Cette profession de foi sans détours ni faux-fuyants résume ce que fut la vie de La Mettrie, celle d'un esprit libre & sans préjugés contre lequel les zélateurs de l'ordre établi s'acharnèrent. Comme d'autres avant lui, comme beaucoup après, il dut, plus d'une fois, fuir précipitamment, passer clandestinement des frontières. La liberté d'esprit a un prix ; pour éviter la Bastille, il n'y avait que les chemins de l'exil.
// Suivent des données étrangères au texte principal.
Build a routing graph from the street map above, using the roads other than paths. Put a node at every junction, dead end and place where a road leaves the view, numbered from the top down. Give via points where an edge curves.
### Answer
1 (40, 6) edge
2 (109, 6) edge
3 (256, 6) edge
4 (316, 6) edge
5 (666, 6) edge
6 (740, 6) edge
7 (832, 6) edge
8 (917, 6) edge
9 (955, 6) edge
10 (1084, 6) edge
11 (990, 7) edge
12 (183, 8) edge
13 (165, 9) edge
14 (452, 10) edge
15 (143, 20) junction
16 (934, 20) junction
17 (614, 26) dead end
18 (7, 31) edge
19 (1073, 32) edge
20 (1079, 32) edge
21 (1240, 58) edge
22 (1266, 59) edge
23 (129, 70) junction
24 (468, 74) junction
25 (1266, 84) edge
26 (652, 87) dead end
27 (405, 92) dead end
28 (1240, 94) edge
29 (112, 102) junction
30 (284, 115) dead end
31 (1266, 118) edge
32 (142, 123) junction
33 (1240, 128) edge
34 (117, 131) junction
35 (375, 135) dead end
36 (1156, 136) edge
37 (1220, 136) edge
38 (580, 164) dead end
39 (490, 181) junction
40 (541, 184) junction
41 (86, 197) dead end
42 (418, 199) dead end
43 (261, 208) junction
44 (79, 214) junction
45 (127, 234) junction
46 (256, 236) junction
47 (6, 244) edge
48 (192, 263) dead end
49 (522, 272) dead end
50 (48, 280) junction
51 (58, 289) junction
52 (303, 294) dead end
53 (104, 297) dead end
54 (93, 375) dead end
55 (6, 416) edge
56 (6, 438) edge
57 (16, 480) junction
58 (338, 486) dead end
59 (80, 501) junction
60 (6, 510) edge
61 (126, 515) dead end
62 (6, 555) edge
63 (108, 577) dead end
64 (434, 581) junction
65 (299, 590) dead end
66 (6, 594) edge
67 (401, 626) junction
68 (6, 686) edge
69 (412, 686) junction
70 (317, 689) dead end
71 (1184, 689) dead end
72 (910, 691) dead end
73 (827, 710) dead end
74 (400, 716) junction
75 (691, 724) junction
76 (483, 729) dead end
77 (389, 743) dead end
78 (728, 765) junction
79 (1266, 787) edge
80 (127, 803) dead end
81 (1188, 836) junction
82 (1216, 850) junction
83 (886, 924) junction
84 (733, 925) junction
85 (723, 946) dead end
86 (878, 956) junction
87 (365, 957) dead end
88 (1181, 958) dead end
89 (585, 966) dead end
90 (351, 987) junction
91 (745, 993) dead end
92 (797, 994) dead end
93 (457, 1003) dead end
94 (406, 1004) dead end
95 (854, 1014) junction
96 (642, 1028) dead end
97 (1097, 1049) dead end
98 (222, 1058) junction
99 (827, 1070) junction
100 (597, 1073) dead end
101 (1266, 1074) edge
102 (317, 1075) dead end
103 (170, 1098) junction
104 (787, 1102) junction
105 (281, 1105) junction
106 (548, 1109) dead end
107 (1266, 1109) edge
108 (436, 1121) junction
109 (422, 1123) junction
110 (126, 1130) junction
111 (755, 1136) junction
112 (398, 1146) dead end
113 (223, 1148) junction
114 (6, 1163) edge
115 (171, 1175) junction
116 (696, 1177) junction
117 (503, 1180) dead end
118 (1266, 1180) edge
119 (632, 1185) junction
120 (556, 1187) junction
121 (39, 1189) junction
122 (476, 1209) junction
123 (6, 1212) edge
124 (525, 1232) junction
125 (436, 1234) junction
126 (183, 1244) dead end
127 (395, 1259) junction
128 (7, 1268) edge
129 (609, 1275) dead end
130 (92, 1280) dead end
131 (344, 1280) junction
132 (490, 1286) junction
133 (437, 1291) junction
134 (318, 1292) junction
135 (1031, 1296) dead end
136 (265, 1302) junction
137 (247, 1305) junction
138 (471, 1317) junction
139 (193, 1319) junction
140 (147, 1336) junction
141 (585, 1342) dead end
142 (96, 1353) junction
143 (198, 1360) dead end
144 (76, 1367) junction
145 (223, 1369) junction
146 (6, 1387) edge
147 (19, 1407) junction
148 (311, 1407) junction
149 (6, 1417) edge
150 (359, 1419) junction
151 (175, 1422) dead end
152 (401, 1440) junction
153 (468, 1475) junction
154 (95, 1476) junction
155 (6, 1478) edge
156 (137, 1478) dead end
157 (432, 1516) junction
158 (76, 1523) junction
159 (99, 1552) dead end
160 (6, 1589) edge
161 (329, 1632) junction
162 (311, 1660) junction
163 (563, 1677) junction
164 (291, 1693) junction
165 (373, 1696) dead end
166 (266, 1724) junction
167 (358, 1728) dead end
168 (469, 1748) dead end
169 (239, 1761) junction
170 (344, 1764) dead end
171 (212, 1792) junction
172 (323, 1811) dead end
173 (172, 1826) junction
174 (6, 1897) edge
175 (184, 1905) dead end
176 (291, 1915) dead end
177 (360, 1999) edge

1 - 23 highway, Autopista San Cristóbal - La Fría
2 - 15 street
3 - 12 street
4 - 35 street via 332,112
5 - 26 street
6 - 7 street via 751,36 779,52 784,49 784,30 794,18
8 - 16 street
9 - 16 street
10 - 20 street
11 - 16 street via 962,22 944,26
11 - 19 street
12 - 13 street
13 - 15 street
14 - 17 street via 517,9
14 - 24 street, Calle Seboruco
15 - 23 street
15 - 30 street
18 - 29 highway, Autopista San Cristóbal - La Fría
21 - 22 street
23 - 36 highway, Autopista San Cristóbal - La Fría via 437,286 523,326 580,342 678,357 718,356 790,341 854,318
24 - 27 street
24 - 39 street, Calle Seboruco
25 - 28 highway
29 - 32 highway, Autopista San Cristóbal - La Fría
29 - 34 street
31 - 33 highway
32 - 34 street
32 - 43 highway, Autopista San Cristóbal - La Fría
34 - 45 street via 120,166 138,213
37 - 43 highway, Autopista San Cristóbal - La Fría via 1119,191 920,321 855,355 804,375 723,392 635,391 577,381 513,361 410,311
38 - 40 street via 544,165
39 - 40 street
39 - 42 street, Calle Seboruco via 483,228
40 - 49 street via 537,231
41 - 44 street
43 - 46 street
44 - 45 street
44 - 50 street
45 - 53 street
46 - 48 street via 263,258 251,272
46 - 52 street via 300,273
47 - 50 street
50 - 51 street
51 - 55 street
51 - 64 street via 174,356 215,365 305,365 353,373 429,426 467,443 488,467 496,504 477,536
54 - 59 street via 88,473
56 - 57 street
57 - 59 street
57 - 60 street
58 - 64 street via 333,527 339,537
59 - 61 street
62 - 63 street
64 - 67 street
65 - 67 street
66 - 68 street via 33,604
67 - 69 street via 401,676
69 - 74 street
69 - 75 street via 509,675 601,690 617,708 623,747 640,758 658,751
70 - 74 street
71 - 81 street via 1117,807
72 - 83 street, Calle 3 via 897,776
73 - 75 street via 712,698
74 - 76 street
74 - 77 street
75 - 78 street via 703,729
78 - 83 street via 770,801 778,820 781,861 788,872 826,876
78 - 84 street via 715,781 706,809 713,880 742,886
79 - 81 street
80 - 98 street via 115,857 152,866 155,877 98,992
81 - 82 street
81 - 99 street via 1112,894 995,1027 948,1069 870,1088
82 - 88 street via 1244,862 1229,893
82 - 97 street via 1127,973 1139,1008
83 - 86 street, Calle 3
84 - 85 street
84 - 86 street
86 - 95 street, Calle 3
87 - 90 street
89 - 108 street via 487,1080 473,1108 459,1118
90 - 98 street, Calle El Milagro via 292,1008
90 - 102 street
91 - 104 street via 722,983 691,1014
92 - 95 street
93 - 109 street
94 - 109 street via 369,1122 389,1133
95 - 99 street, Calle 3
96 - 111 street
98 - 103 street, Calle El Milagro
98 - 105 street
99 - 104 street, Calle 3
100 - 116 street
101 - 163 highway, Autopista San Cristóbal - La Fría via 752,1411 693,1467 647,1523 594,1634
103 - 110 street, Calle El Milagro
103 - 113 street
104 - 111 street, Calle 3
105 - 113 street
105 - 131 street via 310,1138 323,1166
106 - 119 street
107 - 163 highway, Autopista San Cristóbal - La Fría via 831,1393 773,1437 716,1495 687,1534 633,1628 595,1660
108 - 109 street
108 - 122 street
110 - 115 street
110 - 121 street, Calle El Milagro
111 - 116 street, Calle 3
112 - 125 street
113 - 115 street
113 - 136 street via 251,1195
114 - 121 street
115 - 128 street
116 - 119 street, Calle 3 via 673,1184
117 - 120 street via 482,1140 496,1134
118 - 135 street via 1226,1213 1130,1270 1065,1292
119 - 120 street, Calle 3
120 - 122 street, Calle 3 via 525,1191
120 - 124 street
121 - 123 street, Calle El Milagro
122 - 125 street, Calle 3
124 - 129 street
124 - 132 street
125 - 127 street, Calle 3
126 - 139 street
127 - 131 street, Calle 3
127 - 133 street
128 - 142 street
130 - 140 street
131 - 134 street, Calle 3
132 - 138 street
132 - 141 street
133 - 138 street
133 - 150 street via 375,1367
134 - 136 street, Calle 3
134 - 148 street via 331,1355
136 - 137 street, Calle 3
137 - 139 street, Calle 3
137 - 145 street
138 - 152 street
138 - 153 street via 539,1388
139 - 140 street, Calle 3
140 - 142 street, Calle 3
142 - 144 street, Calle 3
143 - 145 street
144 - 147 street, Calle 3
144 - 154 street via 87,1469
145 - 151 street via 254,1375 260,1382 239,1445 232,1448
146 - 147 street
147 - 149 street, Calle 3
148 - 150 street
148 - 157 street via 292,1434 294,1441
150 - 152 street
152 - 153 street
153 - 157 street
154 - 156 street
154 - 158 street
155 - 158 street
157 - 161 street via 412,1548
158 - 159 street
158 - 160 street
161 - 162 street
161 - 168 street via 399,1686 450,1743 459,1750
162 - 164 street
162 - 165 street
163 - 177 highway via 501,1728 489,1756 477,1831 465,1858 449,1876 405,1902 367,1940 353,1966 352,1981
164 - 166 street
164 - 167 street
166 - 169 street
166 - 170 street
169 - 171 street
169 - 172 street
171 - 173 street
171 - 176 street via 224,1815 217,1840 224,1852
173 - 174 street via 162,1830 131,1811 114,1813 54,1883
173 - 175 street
Crispin du Passe.  © Éditions du Boucher L'Art de jouir ! Les bien-pensants ne craignent-ils pas déjà le pire, le titre provocateur ne peut qu'annoncer la licence, peut-être l'obscénité voire la pornographie. Ultime provocation, il n'en est rien.

L'obscénité pour ce lettré est un exercice trop facile, alors il préfère composer un genre de mièvrerie qui chante l'amour & ses voluptés. Pas de plaisir sans sentiment, pas de plaisir sans attente, n'est-il pas tout le contraire d'un soudard ? Voilà de quoi rassurer, ou peut-être décevoir, les plus effarouchés.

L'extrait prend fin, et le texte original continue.